*** Provided entries ***

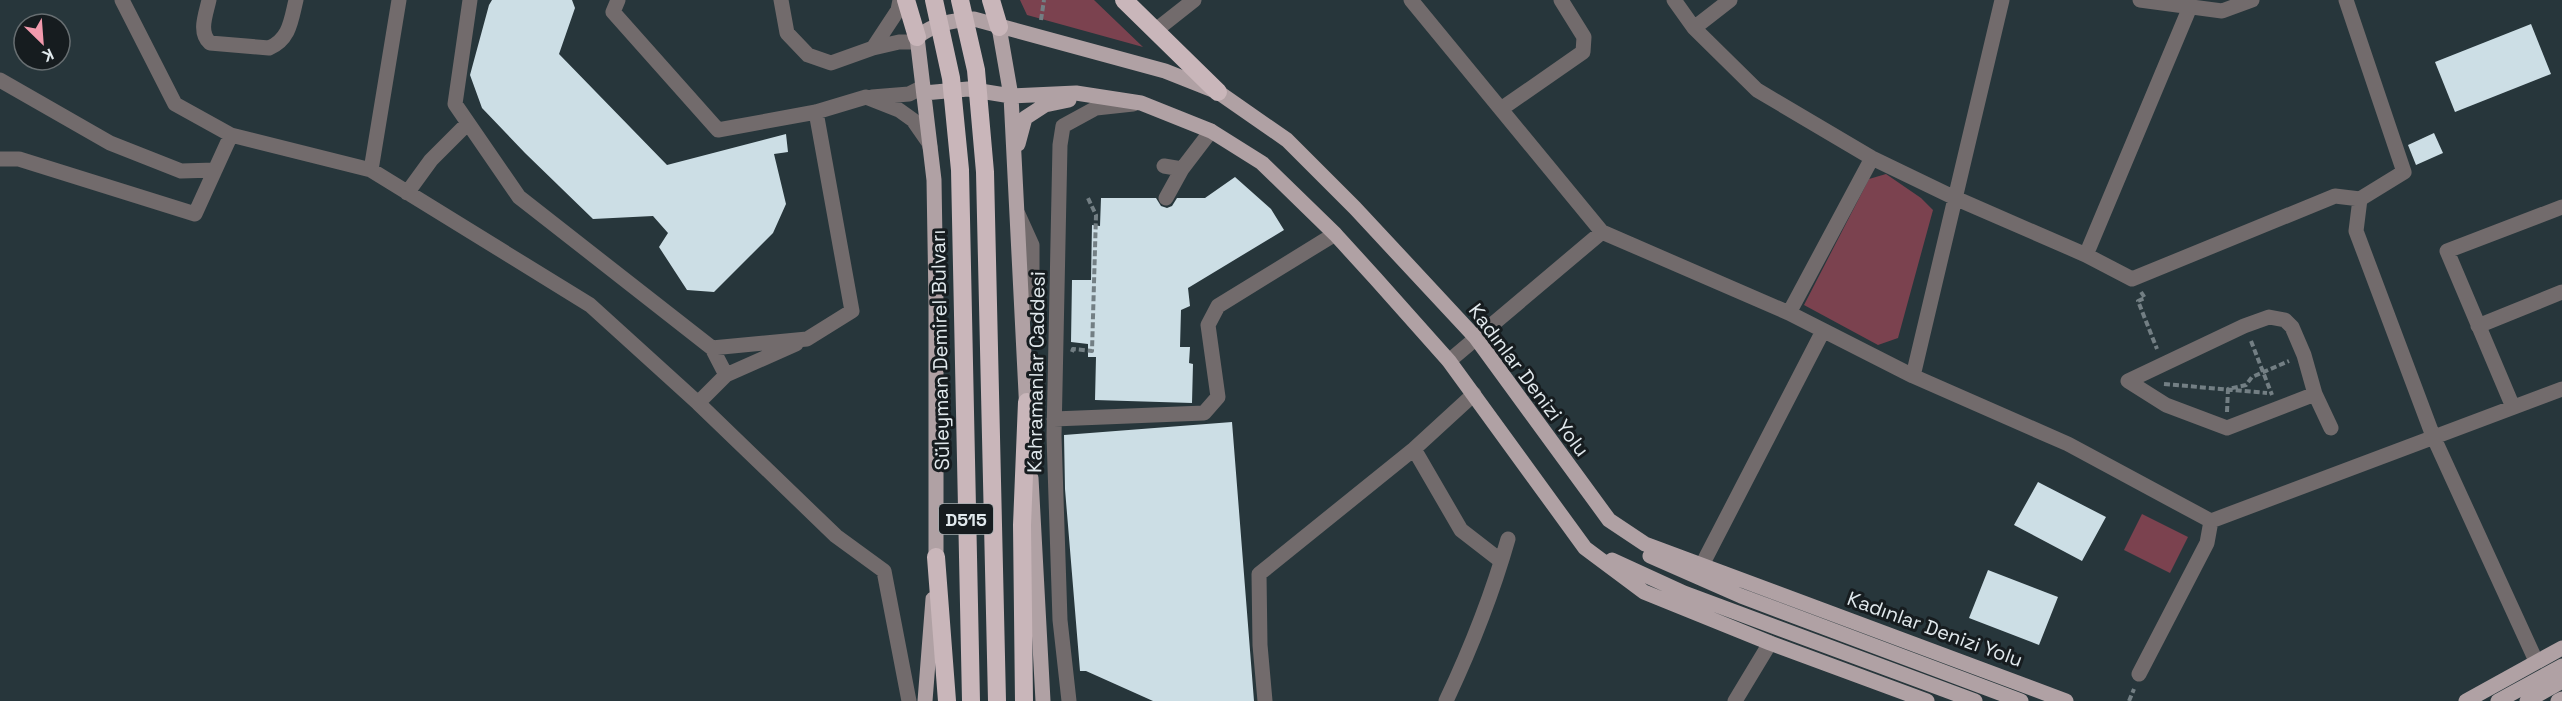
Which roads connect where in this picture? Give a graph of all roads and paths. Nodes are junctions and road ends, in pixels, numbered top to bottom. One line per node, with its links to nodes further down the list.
1 (122, 0): 42 (street)
2 (209, 0): 3 (street)
3 (296, 0)
4 (399, 0): 49 (street)
5 (470, 0): 40 (street)
6 (618, 0): 39 (street)
7 (781, 0): 30 (street)
8 (900, 0): 30 (street)
9 (906, 0): 29 (highway)
10 (934, 0): 107 (highway, Süleyman Demirel Bulvarı / D515)
11 (960, 0): 108 (highway, D515)
12 (992, 0): 26 (highway)
13 (1124, 0): 28 (highway)
14 (1194, 0): 28 (street)
15 (1411, 0): 38 (street)
16 (1561, 0): 38 (street)
17 (1674, 0): 27 (street)
18 (1730, 0): 27 (street)
19 (2002, 0): 54 (street)
20 (2140, 0): 24 (street)
21 (2252, 0): 24 (street)
22 (2346, 0): 55 (street)
23 (1042, 1): 25 (path)
24 (2190, 7): 59 (street)
25 (1041, 21)
26 (999, 27): 29 (main road, Kadınlar Denizi Yolu); 33 (main road, Kadınlar Denizi Yolu); 34 (main road)
27 (1694, 28): 44 (street)
28 (1156, 30): 33 (highway)
29 (917, 39): 30 (street); 32 (main road)
30 (873, 48)
31 (0, 80): 48 (street)
32 (924, 90): 34 (main road); 36 (street); 50 (main road)
33 (1218, 92): 66 (main road, Kadınlar Denizi Yolu)
34 (1011, 96): 35 (main road); 43 (main road)
35 (1092, 96): 37 (main road); 43 (main road)
36 (866, 98): 39 (street); 50 (street)
37 (1141, 104): 41 (main road); 86 (street, Kahramanlar Caddesi)
38 (1501, 109): 57 (street)
39 (816, 112): 67 (street)
40 (468, 123): 51 (street); 69 (street)
41 (1212, 131): 47 (street); 58 (main road)
42 (231, 135): 48 (street); 49 (street)
43 (1015, 155): 82 (main road)
44 (1872, 158): 54 (street); 62 (street)
45 (0, 159): 48 (street)
46 (1164, 166): 47 (street)
47 (1182, 169): 53 (street)
48 (215, 170)
49 (371, 170): 51 (street)
50 (934, 180): 94 (main road)
51 (408, 193): 83 (street)
52 (1087, 196): 70 (path)
53 (1166, 198)
54 (1955, 198): 59 (street); 75 (street)
55 (2361, 199): 60 (street); 88 (street)
56 (2562, 207): 64 (street)
57 (1602, 232): 62 (street); 66 (street)
58 (1335, 234): 72 (main road); 86 (street)
59 (2086, 255): 60 (street)
60 (2132, 279): 68 (path)
61 (2562, 292): 64 (street)
62 (1789, 313): 65 (street)
63 (2244, 326): 71 (street); 73 (path); 85 (street)
64 (2478, 326): 84 (street)
65 (1823, 331): 75 (street); 96 (street)
66 (1476, 338): 72 (street); 90 (main road, Kadınlar Denizi Yolu)
67 (807, 339): 69 (street); 74 (street)
68 (2154, 342)
69 (712, 348): 74 (street)
70 (1072, 349)
71 (2304, 355): 73 (path); 81 (street)
72 (1449, 361): 79 (main road)
73 (2264, 371): 77 (path); 80 (path)
74 (726, 375): 83 (street)
75 (1912, 376): 91 (street)
76 (2162, 383): 77 (path)
77 (2228, 389): 80 (path)
78 (2562, 389): 84 (street)
79 (1474, 394): 89 (street); 93 (main road)
80 (2272, 394): 81 (path); 85 (path)
81 (2308, 397): 85 (street); 87 (street)
82 (1027, 402): 109 (highway); 110 (main road)
83 (698, 403): 104 (street)
84 (2513, 407): 88 (street)
85 (2280, 409)
86 (1054, 419): 111 (street, Kahramanlar Caddesi)
87 (2331, 428)
88 (2433, 436): 91 (street); 99 (street)
89 (1414, 449): 95 (street); 112 (street)
90 (1609, 520): 96 (main road, Kadınlar Denizi Yolu); 117 (main road)
91 (2211, 521): 101 (street)
92 (1508, 539): 95 (street)
93 (1584, 548): 97 (main road); 116 (main road)
94 (936, 558): 105 (main road); 106 (highway)
95 (1502, 561): 113 (street)
96 (1702, 565): 118 (main road, Kadınlar Denizi Yolu)
97 (1770, 643): 114 (street); 115 (main road)
98 (2562, 648): 99 (main road)
99 (2536, 661): 119 (main road)
100 (2562, 666): 120 (main road)
101 (2139, 674)
102 (2562, 681): 121 (main road)
103 (2562, 699): 122 (main road)
104 (909, 701)
105 (925, 701)
106 (946, 701)
107 (970, 701)
108 (997, 701)
109 (1024, 701)
110 (1043, 701)
111 (1069, 701)
112 (1265, 701)
113 (1446, 701)
114 (1735, 701)
115 (1927, 701)
116 (1975, 701)
117 (2021, 701)
118 (2066, 701)
119 (2466, 701)
120 (2498, 701)
121 (2527, 701)
122 (2558, 701)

*** End of Provided entries ***

• **Task statement**: The entries above should be given again exactly, minus any pictures.

• **Solution to this task**:
Which roads connect where in this picture? Give a graph of all roads and paths. Nodes are junctions and road ends, in pixels, numbered top to bottom. One line per node, with its links to nodes further down the list.
1 (122, 0): 42 (street)
2 (209, 0): 3 (street)
3 (296, 0)
4 (399, 0): 49 (street)
5 (470, 0): 40 (street)
6 (618, 0): 39 (street)
7 (781, 0): 30 (street)
8 (900, 0): 30 (street)
9 (906, 0): 29 (highway)
10 (934, 0): 107 (highway, Süleyman Demirel Bulvarı / D515)
11 (960, 0): 108 (highway, D515)
12 (992, 0): 26 (highway)
13 (1124, 0): 28 (highway)
14 (1194, 0): 28 (street)
15 (1411, 0): 38 (street)
16 (1561, 0): 38 (street)
17 (1674, 0): 27 (street)
18 (1730, 0): 27 (street)
19 (2002, 0): 54 (street)
20 (2140, 0): 24 (street)
21 (2252, 0): 24 (street)
22 (2346, 0): 55 (street)
23 (1042, 1): 25 (path)
24 (2190, 7): 59 (street)
25 (1041, 21)
26 (999, 27): 29 (main road, Kadınlar Denizi Yolu); 33 (main road, Kadınlar Denizi Yolu); 34 (main road)
27 (1694, 28): 44 (street)
28 (1156, 30): 33 (highway)
29 (917, 39): 30 (street); 32 (main road)
30 (873, 48)
31 (0, 80): 48 (street)
32 (924, 90): 34 (main road); 36 (street); 50 (main road)
33 (1218, 92): 66 (main road, Kadınlar Denizi Yolu)
34 (1011, 96): 35 (main road); 43 (main road)
35 (1092, 96): 37 (main road); 43 (main road)
36 (866, 98): 39 (street); 50 (street)
37 (1141, 104): 41 (main road); 86 (street, Kahramanlar Caddesi)
38 (1501, 109): 57 (street)
39 (816, 112): 67 (street)
40 (468, 123): 51 (street); 69 (street)
41 (1212, 131): 47 (street); 58 (main road)
42 (231, 135): 48 (street); 49 (street)
43 (1015, 155): 82 (main road)
44 (1872, 158): 54 (street); 62 (street)
45 (0, 159): 48 (street)
46 (1164, 166): 47 (street)
47 (1182, 169): 53 (street)
48 (215, 170)
49 (371, 170): 51 (street)
50 (934, 180): 94 (main road)
51 (408, 193): 83 (street)
52 (1087, 196): 70 (path)
53 (1166, 198)
54 (1955, 198): 59 (street); 75 (street)
55 (2361, 199): 60 (street); 88 (street)
56 (2562, 207): 64 (street)
57 (1602, 232): 62 (street); 66 (street)
58 (1335, 234): 72 (main road); 86 (street)
59 (2086, 255): 60 (street)
60 (2132, 279): 68 (path)
61 (2562, 292): 64 (street)
62 (1789, 313): 65 (street)
63 (2244, 326): 71 (street); 73 (path); 85 (street)
64 (2478, 326): 84 (street)
65 (1823, 331): 75 (street); 96 (street)
66 (1476, 338): 72 (street); 90 (main road, Kadınlar Denizi Yolu)
67 (807, 339): 69 (street); 74 (street)
68 (2154, 342)
69 (712, 348): 74 (street)
70 (1072, 349)
71 (2304, 355): 73 (path); 81 (street)
72 (1449, 361): 79 (main road)
73 (2264, 371): 77 (path); 80 (path)
74 (726, 375): 83 (street)
75 (1912, 376): 91 (street)
76 (2162, 383): 77 (path)
77 (2228, 389): 80 (path)
78 (2562, 389): 84 (street)
79 (1474, 394): 89 (street); 93 (main road)
80 (2272, 394): 81 (path); 85 (path)
81 (2308, 397): 85 (street); 87 (street)
82 (1027, 402): 109 (highway); 110 (main road)
83 (698, 403): 104 (street)
84 (2513, 407): 88 (street)
85 (2280, 409)
86 (1054, 419): 111 (street, Kahramanlar Caddesi)
87 (2331, 428)
88 (2433, 436): 91 (street); 99 (street)
89 (1414, 449): 95 (street); 112 (street)
90 (1609, 520): 96 (main road, Kadınlar Denizi Yolu); 117 (main road)
91 (2211, 521): 101 (street)
92 (1508, 539): 95 (street)
93 (1584, 548): 97 (main road); 116 (main road)
94 (936, 558): 105 (main road); 106 (highway)
95 (1502, 561): 113 (street)
96 (1702, 565): 118 (main road, Kadınlar Denizi Yolu)
97 (1770, 643): 114 (street); 115 (main road)
98 (2562, 648): 99 (main road)
99 (2536, 661): 119 (main road)
100 (2562, 666): 120 (main road)
101 (2139, 674)
102 (2562, 681): 121 (main road)
103 (2562, 699): 122 (main road)
104 (909, 701)
105 (925, 701)
106 (946, 701)
107 (970, 701)
108 (997, 701)
109 (1024, 701)
110 (1043, 701)
111 (1069, 701)
112 (1265, 701)
113 (1446, 701)
114 (1735, 701)
115 (1927, 701)
116 (1975, 701)
117 (2021, 701)
118 (2066, 701)
119 (2466, 701)
120 (2498, 701)
121 (2527, 701)
122 (2558, 701)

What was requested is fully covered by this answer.